ACTION ITEM :: If a line in the listing includes the word "down", copy it out.

GIVEN ENTRIES ::

++++++++

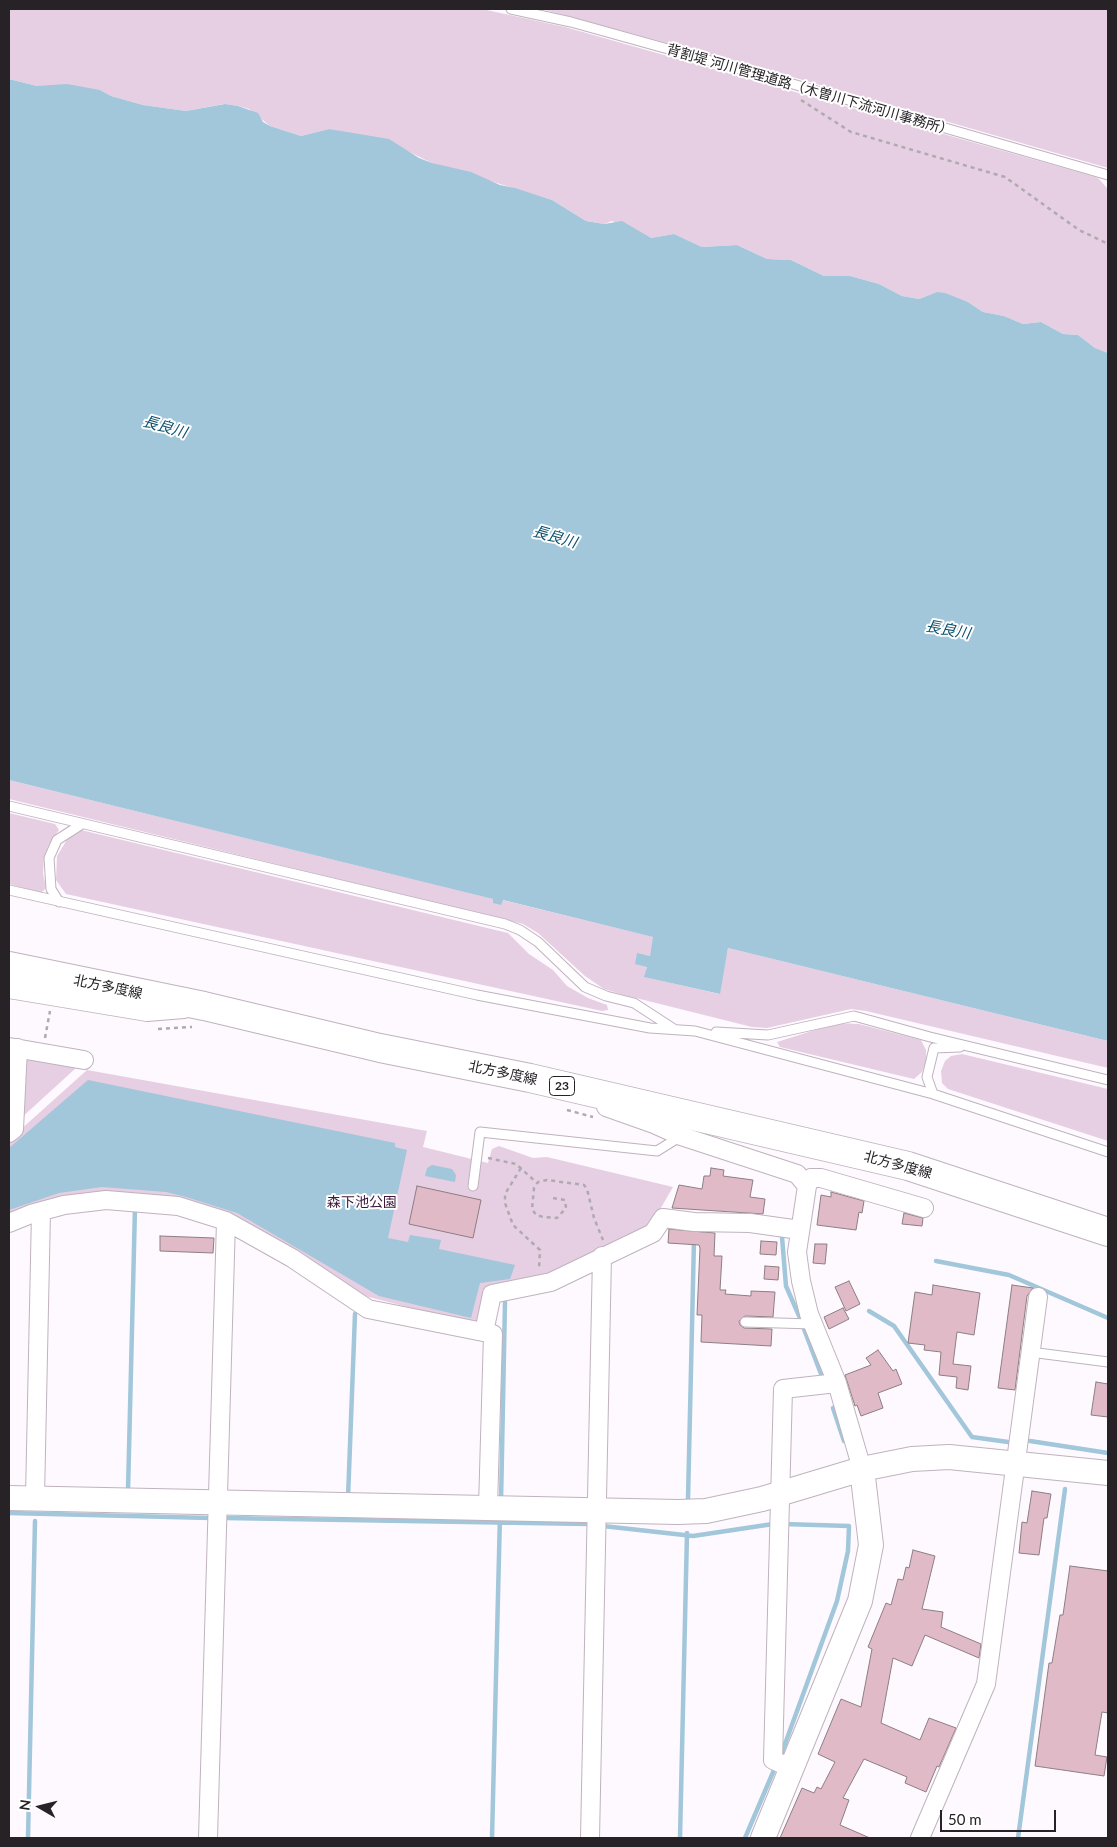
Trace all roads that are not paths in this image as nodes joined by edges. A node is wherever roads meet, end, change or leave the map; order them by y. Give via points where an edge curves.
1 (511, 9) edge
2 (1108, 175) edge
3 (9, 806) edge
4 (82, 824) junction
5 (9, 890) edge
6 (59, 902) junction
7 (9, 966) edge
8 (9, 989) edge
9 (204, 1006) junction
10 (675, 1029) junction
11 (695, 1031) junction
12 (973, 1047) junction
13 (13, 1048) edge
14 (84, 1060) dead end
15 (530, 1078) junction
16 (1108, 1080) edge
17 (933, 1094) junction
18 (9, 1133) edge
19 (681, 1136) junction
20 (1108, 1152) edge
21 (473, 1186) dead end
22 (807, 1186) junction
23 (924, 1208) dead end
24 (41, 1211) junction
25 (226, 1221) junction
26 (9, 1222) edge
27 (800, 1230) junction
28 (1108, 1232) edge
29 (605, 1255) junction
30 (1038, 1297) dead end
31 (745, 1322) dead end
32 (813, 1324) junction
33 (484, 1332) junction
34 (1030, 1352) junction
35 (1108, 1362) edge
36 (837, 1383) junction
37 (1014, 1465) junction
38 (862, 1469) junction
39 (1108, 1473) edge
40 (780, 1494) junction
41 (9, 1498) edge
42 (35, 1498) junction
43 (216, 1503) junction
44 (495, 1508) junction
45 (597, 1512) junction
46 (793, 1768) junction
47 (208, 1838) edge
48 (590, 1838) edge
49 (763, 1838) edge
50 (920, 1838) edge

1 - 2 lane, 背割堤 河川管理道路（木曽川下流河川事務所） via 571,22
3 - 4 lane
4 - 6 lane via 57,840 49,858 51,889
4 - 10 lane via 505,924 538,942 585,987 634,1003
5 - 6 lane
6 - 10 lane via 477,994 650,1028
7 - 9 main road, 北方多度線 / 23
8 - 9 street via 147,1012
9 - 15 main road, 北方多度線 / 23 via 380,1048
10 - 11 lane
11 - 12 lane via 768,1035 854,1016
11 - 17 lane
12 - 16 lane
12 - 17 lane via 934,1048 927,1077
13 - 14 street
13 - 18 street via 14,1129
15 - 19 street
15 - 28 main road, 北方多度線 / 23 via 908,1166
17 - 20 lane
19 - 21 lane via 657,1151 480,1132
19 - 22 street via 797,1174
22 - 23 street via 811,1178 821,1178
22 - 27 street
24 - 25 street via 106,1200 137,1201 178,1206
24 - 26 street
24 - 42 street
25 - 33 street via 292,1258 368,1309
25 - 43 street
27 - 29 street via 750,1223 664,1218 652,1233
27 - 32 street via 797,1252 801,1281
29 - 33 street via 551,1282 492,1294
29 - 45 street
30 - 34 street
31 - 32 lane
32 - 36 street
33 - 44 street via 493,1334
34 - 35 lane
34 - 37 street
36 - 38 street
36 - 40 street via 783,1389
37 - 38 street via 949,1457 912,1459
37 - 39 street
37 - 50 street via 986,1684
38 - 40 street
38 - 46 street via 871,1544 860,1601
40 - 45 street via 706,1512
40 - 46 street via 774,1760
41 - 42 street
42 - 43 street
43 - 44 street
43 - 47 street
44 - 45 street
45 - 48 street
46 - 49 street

++++++++

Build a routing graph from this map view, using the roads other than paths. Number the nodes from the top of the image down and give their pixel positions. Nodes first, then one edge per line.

++++++++

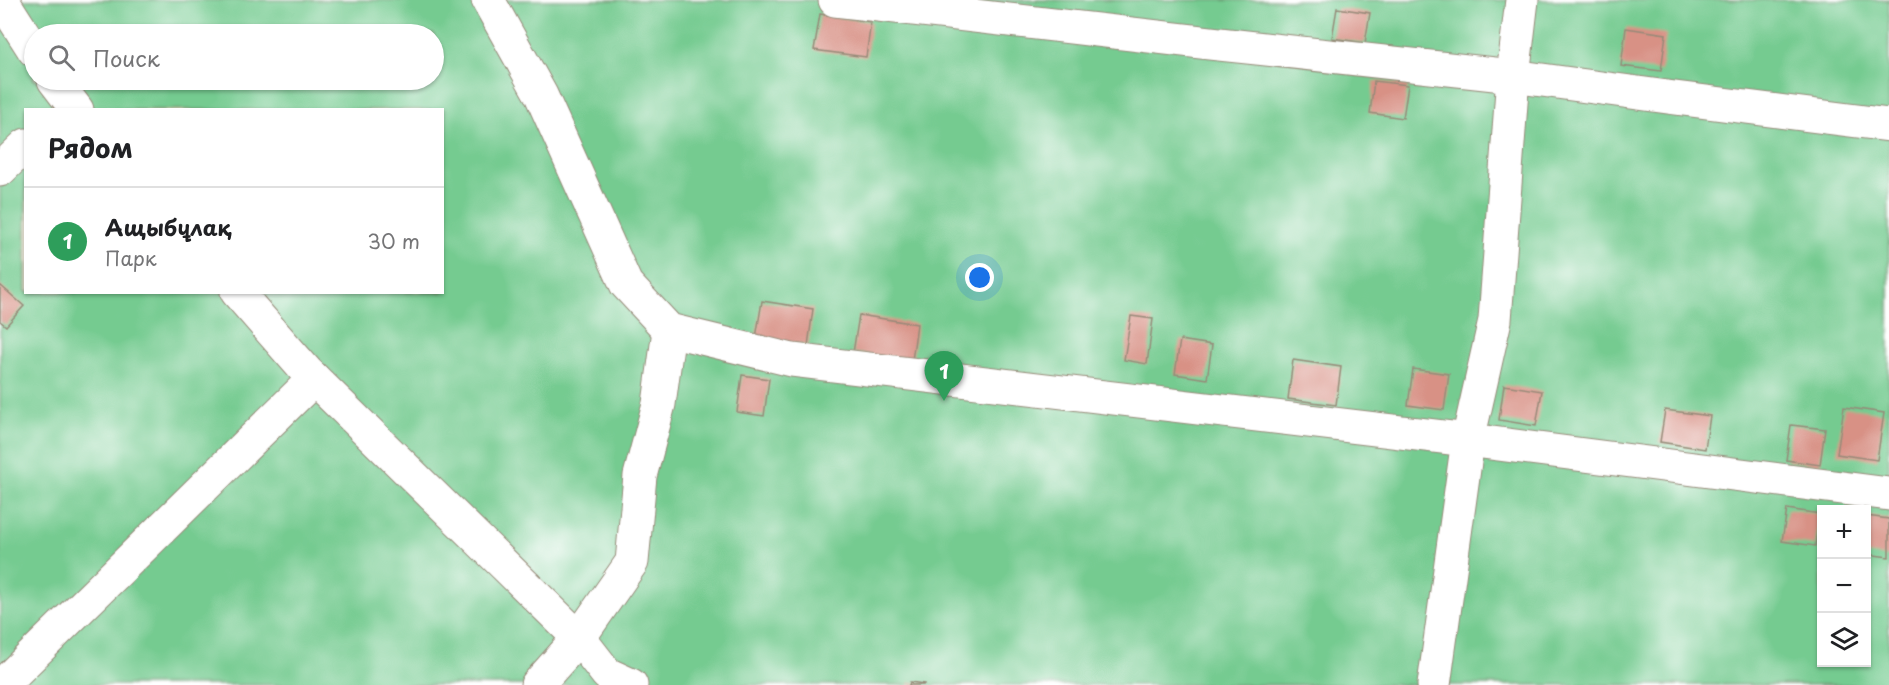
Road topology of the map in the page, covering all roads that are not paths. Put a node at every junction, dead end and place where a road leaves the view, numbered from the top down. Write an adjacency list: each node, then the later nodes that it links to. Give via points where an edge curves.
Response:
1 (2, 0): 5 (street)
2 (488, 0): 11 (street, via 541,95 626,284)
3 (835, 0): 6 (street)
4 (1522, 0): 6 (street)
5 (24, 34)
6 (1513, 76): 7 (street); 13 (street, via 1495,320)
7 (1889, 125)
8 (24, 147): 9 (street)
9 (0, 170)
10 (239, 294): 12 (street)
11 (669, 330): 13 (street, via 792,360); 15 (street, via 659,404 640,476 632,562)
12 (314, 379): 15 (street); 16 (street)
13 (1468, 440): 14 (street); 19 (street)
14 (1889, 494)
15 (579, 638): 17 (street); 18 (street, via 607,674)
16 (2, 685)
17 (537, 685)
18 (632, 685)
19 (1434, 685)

++++++++

RESPONSE ::
Build a routing graph from this map view, using the roads other than paths. Number the nodes from the top of the image down and give their pixel positions. Nodes first, then one edge per line.
Road topology of the map in the page, covering all roads that are not paths. Put a node at every junction, dead end and place where a road leaves the view, numbered from the top down. Write an adjacency list: each node, then the later nodes that it links to. Give via points where an edge curves.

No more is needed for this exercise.